Il y a des matins où l'air fait le travail avant même que les yeux ne s'y mettent. À Mouans-Sartoux, au bout du chemin des Gourettes, c'est souvent ainsi que ça commence : une bouffée de jasmin ou de géranium rosat qui précède la vue, qui annonce le lieu avant qu'on en franchisse l'entrée. Les jardins du Musée international de la parfumerie ont cette particularité rare — ils se lisent autant avec les narines qu'avec le regard. Et les premiers jours de juin, quand les terrasses sont en pleine efflorescence, c'est peut-être le moment où cette lecture est la plus évidente.
Deux matins, vingt-cinq personnes, un jardinier
Les 6 et 7 juin, à 10h du matin, le jardinier en chef du domaine propose une visite guidée des jardins — à la fois botanique et sensorielle. Formes, couleurs, textures des plantes à parfum et aromatiques guident le regard ; leurs senteurs naturelles, elles, accompagnent chaque pas, chaque arrêt, chaque explication. La visite est limitée aux vingt-cinq premières personnes : c'est peu, c'est voulu. Ce n'est pas une conférence en amphithéâtre, c'est une conversation entre des rangs de tubéreuses et de lavande, avec quelqu'un qui connaît chaque plant par son nom et par son histoire.

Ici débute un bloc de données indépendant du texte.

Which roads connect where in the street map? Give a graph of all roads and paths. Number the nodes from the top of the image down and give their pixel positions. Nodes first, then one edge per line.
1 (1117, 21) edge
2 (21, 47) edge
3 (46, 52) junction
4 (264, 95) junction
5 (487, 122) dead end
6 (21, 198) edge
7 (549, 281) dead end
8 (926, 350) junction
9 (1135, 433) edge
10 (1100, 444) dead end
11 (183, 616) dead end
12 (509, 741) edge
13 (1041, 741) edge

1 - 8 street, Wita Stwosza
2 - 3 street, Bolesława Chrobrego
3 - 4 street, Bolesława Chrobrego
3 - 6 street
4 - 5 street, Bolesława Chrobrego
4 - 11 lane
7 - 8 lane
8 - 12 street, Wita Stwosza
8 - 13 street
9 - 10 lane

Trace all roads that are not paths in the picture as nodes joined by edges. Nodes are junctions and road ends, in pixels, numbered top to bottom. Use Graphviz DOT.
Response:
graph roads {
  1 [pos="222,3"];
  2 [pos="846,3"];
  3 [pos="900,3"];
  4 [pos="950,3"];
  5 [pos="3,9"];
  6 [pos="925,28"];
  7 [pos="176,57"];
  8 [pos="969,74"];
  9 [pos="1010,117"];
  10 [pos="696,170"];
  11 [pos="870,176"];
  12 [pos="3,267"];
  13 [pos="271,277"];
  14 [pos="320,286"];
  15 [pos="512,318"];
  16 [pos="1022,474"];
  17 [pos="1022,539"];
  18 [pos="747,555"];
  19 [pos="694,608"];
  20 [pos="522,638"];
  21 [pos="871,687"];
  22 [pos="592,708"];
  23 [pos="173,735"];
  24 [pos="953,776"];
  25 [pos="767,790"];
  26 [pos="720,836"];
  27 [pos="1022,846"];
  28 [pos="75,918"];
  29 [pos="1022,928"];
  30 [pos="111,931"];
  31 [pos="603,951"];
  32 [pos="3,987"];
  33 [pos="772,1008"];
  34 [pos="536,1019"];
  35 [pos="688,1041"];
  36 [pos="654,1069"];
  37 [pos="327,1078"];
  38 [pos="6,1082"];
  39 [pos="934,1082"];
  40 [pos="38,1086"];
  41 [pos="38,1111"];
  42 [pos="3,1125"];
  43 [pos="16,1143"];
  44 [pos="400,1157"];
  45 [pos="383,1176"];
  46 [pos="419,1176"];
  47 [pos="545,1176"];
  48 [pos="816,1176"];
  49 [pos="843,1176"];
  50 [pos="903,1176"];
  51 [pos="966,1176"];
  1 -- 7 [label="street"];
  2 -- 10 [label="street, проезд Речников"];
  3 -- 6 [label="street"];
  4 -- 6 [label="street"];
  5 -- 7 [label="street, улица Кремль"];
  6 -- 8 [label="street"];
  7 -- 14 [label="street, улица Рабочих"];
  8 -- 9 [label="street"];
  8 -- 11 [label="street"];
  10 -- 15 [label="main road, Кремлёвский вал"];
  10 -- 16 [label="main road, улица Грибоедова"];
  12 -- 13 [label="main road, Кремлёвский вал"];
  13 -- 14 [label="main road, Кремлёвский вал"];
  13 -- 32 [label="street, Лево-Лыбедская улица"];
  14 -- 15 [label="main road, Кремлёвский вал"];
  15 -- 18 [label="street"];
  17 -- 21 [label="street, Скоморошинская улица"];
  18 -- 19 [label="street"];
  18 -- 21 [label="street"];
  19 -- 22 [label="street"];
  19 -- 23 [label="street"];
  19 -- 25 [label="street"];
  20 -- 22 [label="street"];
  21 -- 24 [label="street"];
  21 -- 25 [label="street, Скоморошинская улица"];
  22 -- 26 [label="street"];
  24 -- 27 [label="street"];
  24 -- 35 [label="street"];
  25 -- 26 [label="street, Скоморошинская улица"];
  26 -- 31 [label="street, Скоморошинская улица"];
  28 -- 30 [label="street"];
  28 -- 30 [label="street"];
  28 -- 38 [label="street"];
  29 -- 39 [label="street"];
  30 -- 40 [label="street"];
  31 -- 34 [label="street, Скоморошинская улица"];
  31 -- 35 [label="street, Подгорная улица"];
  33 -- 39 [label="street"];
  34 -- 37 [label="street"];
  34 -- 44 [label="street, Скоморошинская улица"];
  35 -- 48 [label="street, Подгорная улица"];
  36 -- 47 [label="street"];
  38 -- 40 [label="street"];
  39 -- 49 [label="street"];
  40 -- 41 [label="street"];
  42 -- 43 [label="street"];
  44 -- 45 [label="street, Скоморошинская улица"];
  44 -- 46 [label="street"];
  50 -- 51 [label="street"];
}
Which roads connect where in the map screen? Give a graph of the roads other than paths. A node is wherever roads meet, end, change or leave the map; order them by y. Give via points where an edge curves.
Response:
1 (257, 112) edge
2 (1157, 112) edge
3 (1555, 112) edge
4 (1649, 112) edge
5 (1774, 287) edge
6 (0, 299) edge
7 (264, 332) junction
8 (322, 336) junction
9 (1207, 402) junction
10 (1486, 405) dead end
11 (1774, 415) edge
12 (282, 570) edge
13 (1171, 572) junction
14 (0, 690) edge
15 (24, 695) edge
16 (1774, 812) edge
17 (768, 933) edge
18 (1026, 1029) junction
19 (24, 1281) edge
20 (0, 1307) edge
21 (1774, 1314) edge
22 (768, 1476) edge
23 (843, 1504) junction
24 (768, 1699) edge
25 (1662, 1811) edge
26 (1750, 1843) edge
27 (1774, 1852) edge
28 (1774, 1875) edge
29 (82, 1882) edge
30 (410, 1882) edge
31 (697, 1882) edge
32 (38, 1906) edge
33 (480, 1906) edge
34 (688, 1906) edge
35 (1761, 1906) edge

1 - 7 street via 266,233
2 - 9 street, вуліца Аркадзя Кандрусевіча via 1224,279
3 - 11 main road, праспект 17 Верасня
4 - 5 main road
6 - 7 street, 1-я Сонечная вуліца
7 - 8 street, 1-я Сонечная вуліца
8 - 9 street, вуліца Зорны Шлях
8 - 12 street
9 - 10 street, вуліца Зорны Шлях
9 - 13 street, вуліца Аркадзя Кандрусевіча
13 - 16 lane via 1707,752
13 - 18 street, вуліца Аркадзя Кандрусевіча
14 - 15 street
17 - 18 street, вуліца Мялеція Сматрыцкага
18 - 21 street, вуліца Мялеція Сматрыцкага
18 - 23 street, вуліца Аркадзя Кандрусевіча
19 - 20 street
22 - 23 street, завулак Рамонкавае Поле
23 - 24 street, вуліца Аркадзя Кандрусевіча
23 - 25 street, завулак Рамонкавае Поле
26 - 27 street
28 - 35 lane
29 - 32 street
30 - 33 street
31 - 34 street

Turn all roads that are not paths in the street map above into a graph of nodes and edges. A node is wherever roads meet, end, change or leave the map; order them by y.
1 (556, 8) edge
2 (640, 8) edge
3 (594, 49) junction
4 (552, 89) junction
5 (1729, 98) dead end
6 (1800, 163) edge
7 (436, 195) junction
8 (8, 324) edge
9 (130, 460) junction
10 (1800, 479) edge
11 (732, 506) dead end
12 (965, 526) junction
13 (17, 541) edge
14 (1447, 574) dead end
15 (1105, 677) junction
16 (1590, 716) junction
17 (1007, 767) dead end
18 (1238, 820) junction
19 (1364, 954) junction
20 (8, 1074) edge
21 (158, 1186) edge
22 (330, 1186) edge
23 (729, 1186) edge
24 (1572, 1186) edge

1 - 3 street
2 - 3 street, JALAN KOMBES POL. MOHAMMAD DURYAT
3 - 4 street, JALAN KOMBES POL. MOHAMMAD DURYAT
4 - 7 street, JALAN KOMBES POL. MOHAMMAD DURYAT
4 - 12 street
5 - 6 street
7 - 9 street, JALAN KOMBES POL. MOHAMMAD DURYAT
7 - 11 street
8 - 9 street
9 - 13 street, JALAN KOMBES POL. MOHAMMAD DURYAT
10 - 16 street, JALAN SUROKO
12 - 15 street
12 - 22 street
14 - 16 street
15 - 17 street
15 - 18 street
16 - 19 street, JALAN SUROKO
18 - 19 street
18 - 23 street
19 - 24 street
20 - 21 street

Le domaine s'étend sur plus de deux hectares au pied de collines d'oliviers et de cyprès, ponctué de pergolas, de bassins et de fontaines autour d'un ancien canal. Ce n'est pas un jardin d'agrément au sens décoratif du terme — c'est un conservatoire vivant, organisé selon une logique que les parfumeurs reconnaîtraient immédiatement : les végétaux y sont classés par notes olfactives. Florale, fruitée, épicée, boisée, hespéridée, musquée — autant de familles que le nez apprend à distinguer en se promenant d'une terrasse à l'autre.
« Selon les saisons, les terrasses se parent de tubéreuse, jasmin ou rose, lavandes, géranium rosat ou iris. »
Un conservatoire inscrit dans la mémoire du monde
Derrière ces jardins, il y a une intention patrimoniale qui mérite qu'on s'y arrête. Le conservatoire des plantes à parfum a été créé pour préserver la mémoire d'une culture agricole spécifique au pays grassois — cette façon de cultiver la fleur, de la cueillir à l'aube, de la confier aux mains des parfumeurs. En 2010, il a fusionné avec le Musée international de la parfumerie de Grasse. Ensemble, ils forment aujourd'hui un ensemble dédié à la conservation et à la valorisation des savoir-faire liés au parfum, que l'Unesco a inscrits au patrimoine culturel immatériel de l'Humanité en 2018. Ce n'est pas rien. Cela signifie que se promener dans ces jardins, c'est marcher dans quelque chose qui a été jugé digne d'être transmis — pas seulement aux générations suivantes, mais à l'humanité entière.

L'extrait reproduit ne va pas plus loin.